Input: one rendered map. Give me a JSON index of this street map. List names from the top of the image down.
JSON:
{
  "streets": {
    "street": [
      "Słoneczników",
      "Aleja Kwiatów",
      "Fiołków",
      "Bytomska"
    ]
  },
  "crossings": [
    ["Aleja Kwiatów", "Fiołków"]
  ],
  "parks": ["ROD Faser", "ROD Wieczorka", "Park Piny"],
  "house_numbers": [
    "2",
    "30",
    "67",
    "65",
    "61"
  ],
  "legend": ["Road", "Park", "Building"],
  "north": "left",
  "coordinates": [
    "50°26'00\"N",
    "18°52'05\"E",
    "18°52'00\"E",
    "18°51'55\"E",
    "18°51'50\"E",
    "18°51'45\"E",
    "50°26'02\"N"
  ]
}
======
Beginning with the first line, transcribe the complete listing exactly.

Input: one rendered map. Give me a JSON index of this street map. List names from the top of the image down.
JSON:
{
  "streets": {
    "street": [
      "Słoneczników",
      "Aleja Kwiatów",
      "Fiołków",
      "Bytomska"
    ]
  },
  "crossings": [
    ["Aleja Kwiatów", "Fiołków"]
  ],
  "parks": ["ROD Faser", "ROD Wieczorka", "Park Piny"],
  "house_numbers": [
    "2",
    "30",
    "67",
    "65",
    "61"
  ],
  "legend": ["Road", "Park", "Building"],
  "north": "left",
  "coordinates": [
    "50°26'00\"N",
    "18°52'05\"E",
    "18°52'00\"E",
    "18°51'55\"E",
    "18°51'50\"E",
    "18°51'45\"E",
    "50°26'02\"N"
  ]
}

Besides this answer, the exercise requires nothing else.